CBD, the medical abbreviation for cannabidiol, is a nonpsychoactive extract from marijuana and industrial hemp. According to a report by the Brightfield Group, the CBD “market is on track to grow to $23.7 billion through 2023.”

“The CBD market has been growing rapidly, but we will see unprecedented growth in 2019,” says Bethany Gomez, Brightfield managing director.” The bulk of this growth is coming from large retailers like CVS, Walgreens and Kroger entering the market and providing that availability to consumers.”

The rocket fuel propelling CBD growth is based on the recent entry of large retail chains into the market. “Though they entered the market only this year (2019),” the Brightfield report states, “mass retail chains will eclipse all other channels in 2019, hosting 57% of sales this year.”

Traditional Retailers Selling CBD

“Since CBD-based products typically contain no traces of, or minute amounts of tetrahydrocannabinol (THC), the cannabinoid that gets a user high,” consumers on the medical and recreational side of the equation tend to be more willing to try CBD-based products,” states recent analysis published in the Motely Fool.

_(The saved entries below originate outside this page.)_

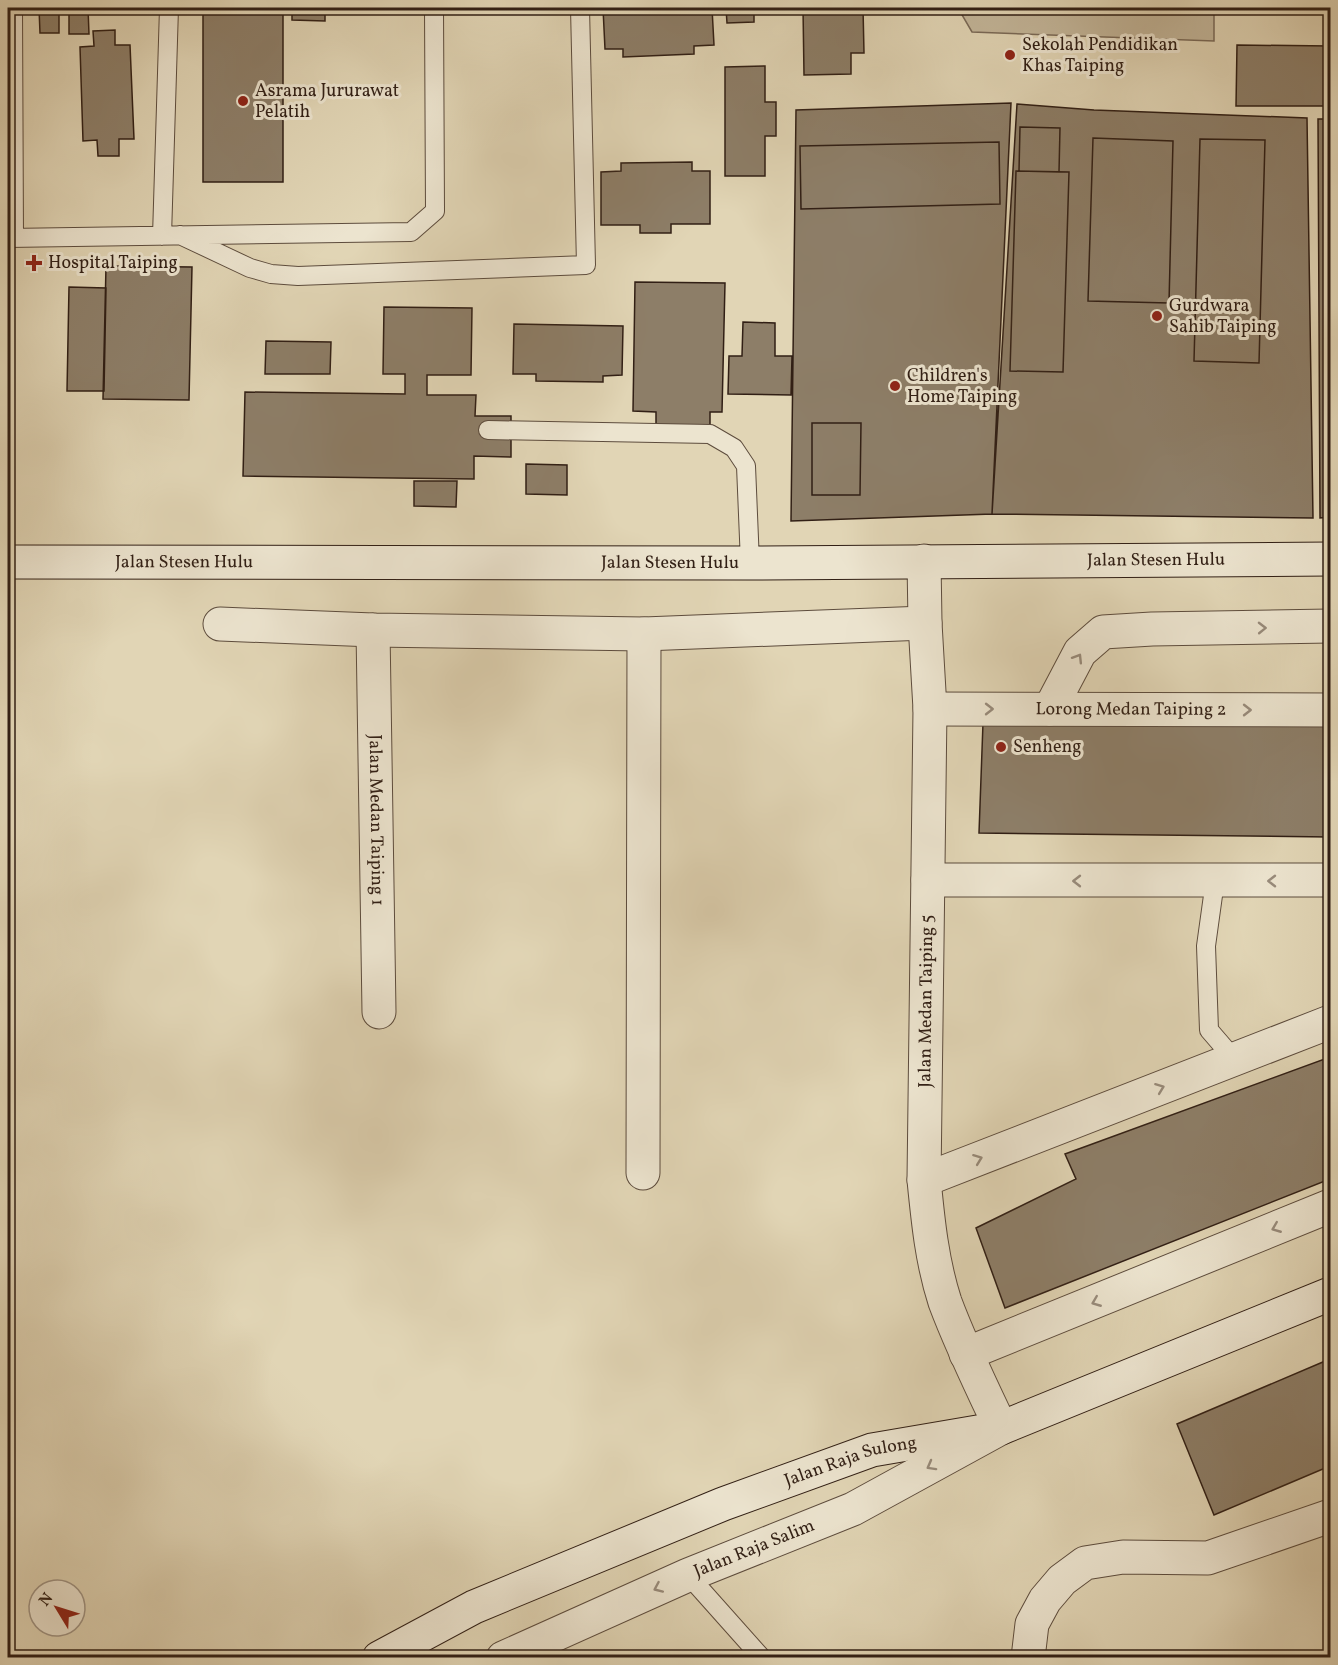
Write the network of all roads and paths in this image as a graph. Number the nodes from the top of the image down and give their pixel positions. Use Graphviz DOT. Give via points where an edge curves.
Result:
graph roads {
  1 [pos="13,8"];
  2 [pos="169,8"];
  3 [pos="434,8"];
  4 [pos="580,8"];
  5 [pos="171,235"];
  6 [pos="10,238"];
  7 [pos="488,430"];
  8 [pos="1330,559"];
  9 [pos="924,561"];
  10 [pos="8,562"];
  11 [pos="750,563"];
  12 [pos="925,623"];
  13 [pos="220,624"];
  14 [pos="1330,626"];
  15 [pos="373,630"];
  16 [pos="644,634"];
  17 [pos="930,709"];
  18 [pos="1050,709"];
  19 [pos="1330,710"];
  20 [pos="928,880"];
  21 [pos="1330,880"];
  22 [pos="1215,881"];
  23 [pos="379,1012"];
  24 [pos="1330,1022"];
  25 [pos="1234,1059"];
  26 [pos="643,1173"];
  27 [pos="924,1180"];
  28 [pos="1330,1206"];
  29 [pos="1330,1294"];
  30 [pos="966,1354"];
  31 [pos="1001,1428"];
  32 [pos="1330,1516"];
  33 [pos="688,1575"];
  34 [pos="379,1658"];
  35 [pos="503,1658"];
  36 [pos="762,1658"];
  37 [pos="1028,1658"];
  1 -- 6 [label="lane"];
  2 -- 5 [label="lane"];
  3 -- 5 [label="lane" via="435,211 411,232"];
  4 -- 5 [label="lane" via="586,265 298,276 250,268"];
  5 -- 6 [label="lane"];
  7 -- 11 [label="lane" via="710,434 734,448 746,466"];
  8 -- 9 [label="street, Jalan Stesen Hulu"];
  9 -- 11 [label="street, Jalan Stesen Hulu"];
  9 -- 12 [label="street, Jalan Medan Taiping 5"];
  10 -- 11 [label="street, Jalan Stesen Hulu"];
  12 -- 16 [label="street"];
  12 -- 17 [label="street, Jalan Medan Taiping 5"];
  13 -- 15 [label="street"];
  18 -- 14 [label="street, one-way" via="1080,652 1103,632"];
  15 -- 16 [label="street"];
  15 -- 23 [label="street, Jalan Medan Taiping 1"];
  16 -- 26 [label="street"];
  17 -- 18 [label="street, Lorong Medan Taiping 2, one-way"];
  17 -- 20 [label="street, Jalan Medan Taiping 5"];
  18 -- 19 [label="street, Lorong Medan Taiping 2, one-way"];
  22 -- 20 [label="street, one-way"];
  20 -- 27 [label="street, Jalan Medan Taiping 5"];
  21 -- 22 [label="street, one-way"];
  22 -- 25 [label="lane" via="1206,946 1209,1030"];
  24 -- 25 [label="street"];
  27 -- 25 [label="street, one-way"];
  27 -- 30 [label="street, Jalan Medan Taiping 5" via="930,1242 945,1300"];
  28 -- 30 [label="street, one-way"];
  29 -- 31 [label="street, Jalan Raja Sulong"];
  30 -- 31 [label="street, Jalan Medan Taiping 5"];
  31 -- 33 [label="street, Jalan Raja Salim, one-way" via="853,1509"];
  31 -- 34 [label="street, Jalan Raja Sulong" via="872,1450 723,1504 474,1607"];
  32 -- 37 [label="street" via="1208,1558 1123,1557 1085,1563 1062,1580 1045,1600 1032,1624"];
  33 -- 35 [label="street, Jalan Raja Salim, one-way"];
  33 -- 36 [label="lane"];
}
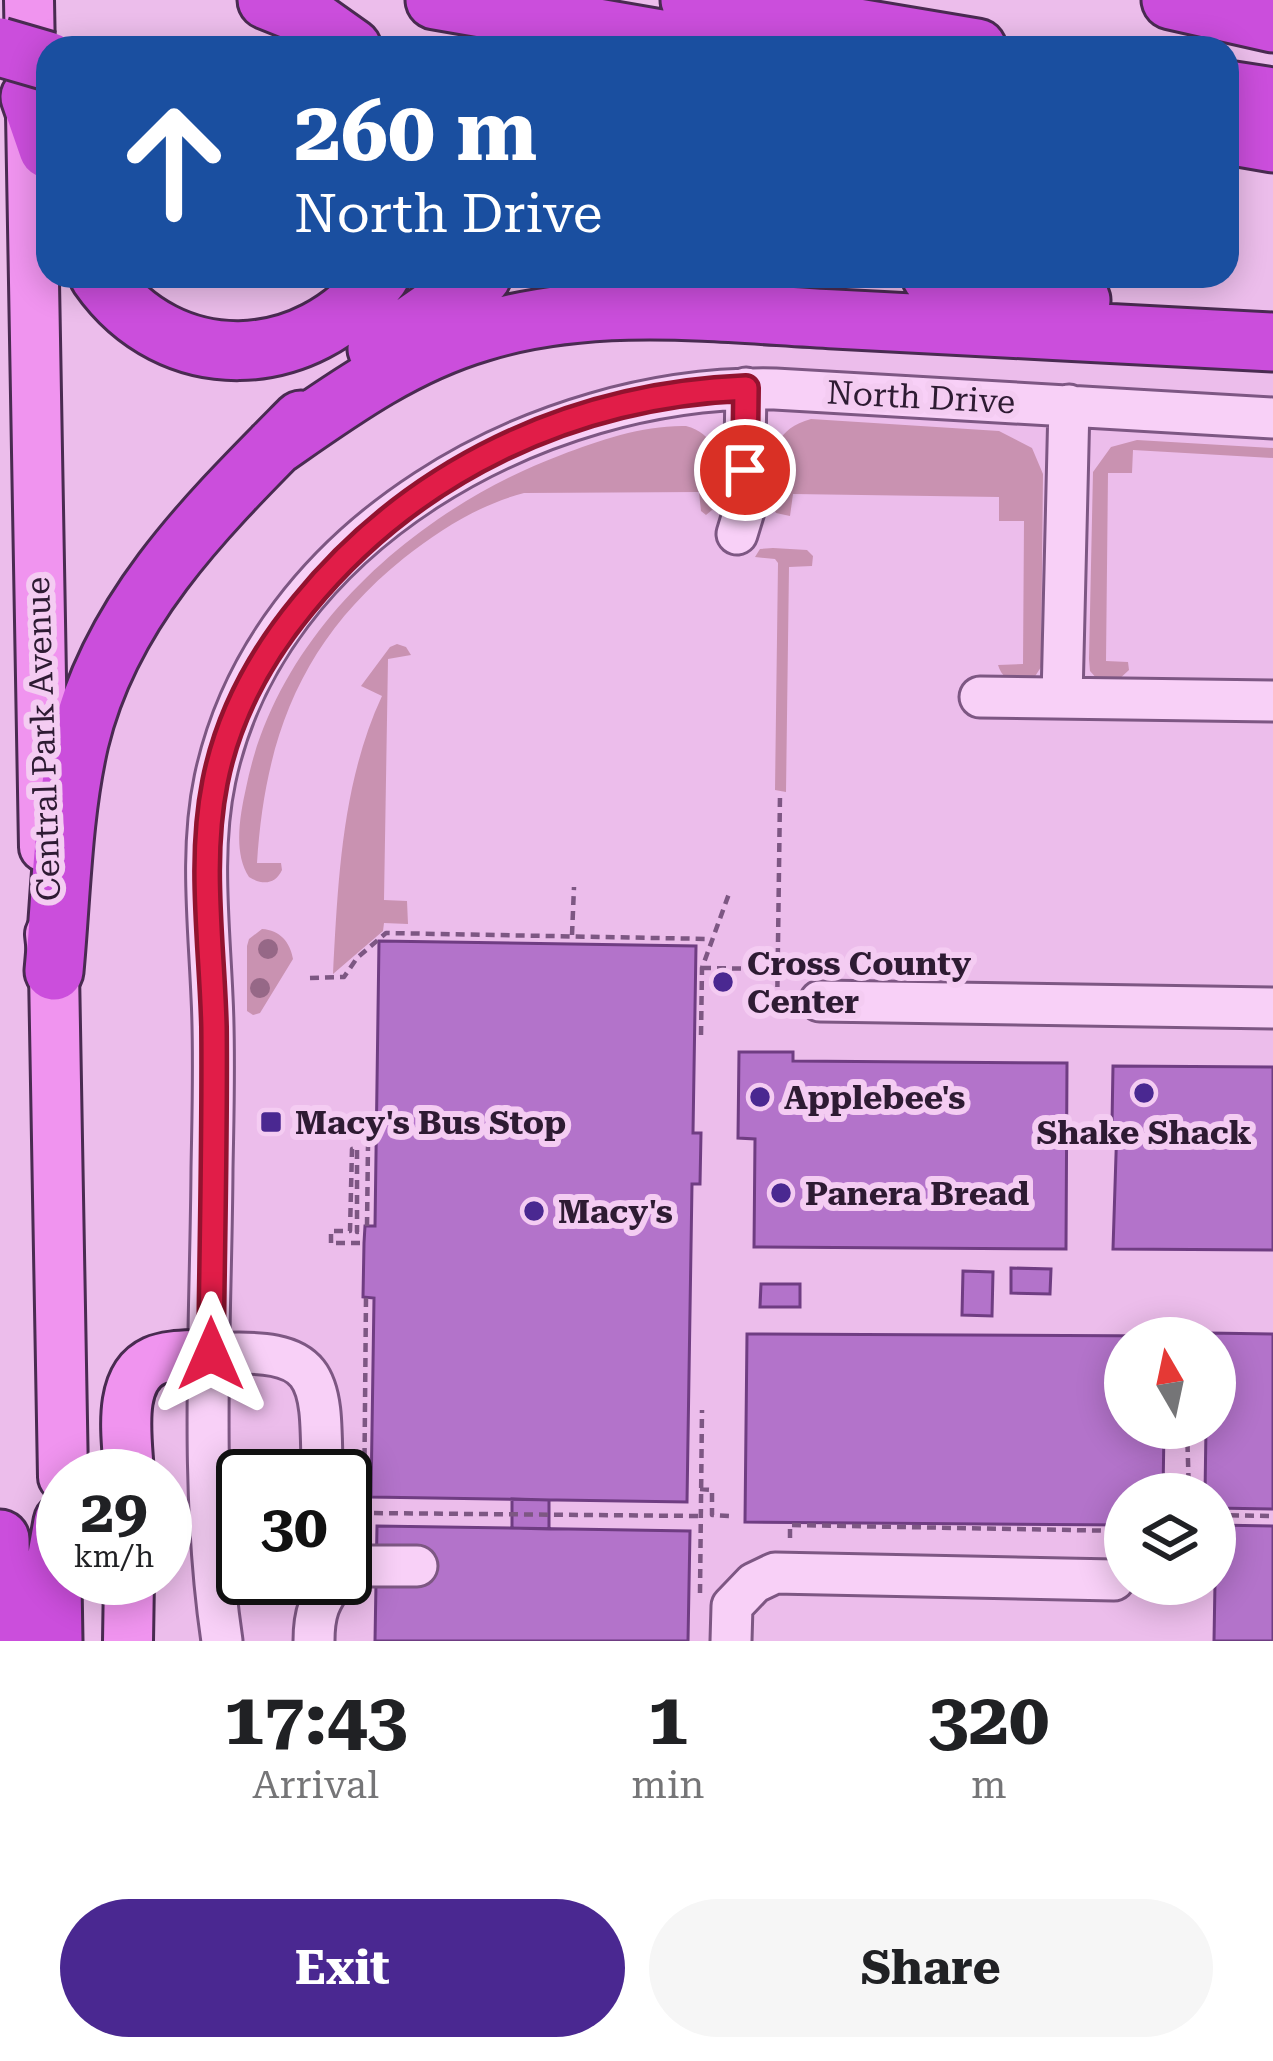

Retailers are willing to try adding CBD-based products to their merchandise mixes because it turns out they are high-margin products. Here is a list of traditional retailers currently selling CBD products:

  • Last March, CVS announced it would carry CBD topicals in roughly 800 stores spanning eight states.
  • Walgreens Boots Alliance followed a few days later with an announcement it would carry CBD-containing topicals in nearly 1,500 stores.
  • Rite Aid joined the party by announcing plans to carry CBD products in Washington and Oregon.
  • Last summer, Kroger began selling cannabidiol products in more than 1,300 stores and has since expanded to more than 1,500 stores. In addition,a report in Cannabis Wired details plans for Kroger to become an influential voice in shaping government regulation of "topical products containing CBD oils and hemp-derived products." Kroger's plans involve spending nearly $200,000 to lobby members of Congress and government officials.
  • Ulta Beauty announced it plans to carry five skin-care products that blend CBD with honey sourced from Manuka trees. Ulta plans to sell these CBD products in all but three states (Nebraska, South Dakota and Idaho).
  • GNC recently began selling a variety of CBD-infused topical creams.
  • The list of non-beauty or health retailers currently selling CBD products also includes three fashion and apparel retailers: DSW (California and New York), and Neiman Marcus (in a five-store pilot).

Shopping Under the Influence

“We have a bar in our shoe department, which helps make it a fun experience and helps sells shoes,” said Erik Nordstrom, co-president of Nordstrom, at the 2020 NRF Big Show. “Customers are sitting on a couch with a drink in their hand and it really drives sales. I don’t know why it took us so long to put drinking and shoes together. People are smiling and having fun while shopping.”

Since stores are becoming more experiential, what is more experiential than adding food and beverages, especially if the beverages includes alcohol?

Although not widespread, large retailers have been experimenting with offering alcoholic beverages in stores in selective locations. A list of these retailers includes Whole Foods, Crate & Barrel, Restoration Hardware, Neiman Marcus, and Mariano’s (a Midwestern grocery chain owned by Kroger).

Of course, many shopping malls offer alcoholic beverages, although restaurants and bars offering drinks are clearly separated from the retail stores. However, digital tools could be a way to break down the walls of separation, i.e. interactive screens, mobile apps, text messaging and last-mile delivery that brings items directly to your table or booth.

If this retail trend continues, the store of the future as well as the mall of the future could become places where you can check items off your shopping list, including products containing CBD oil, and meet your friends for happy hour.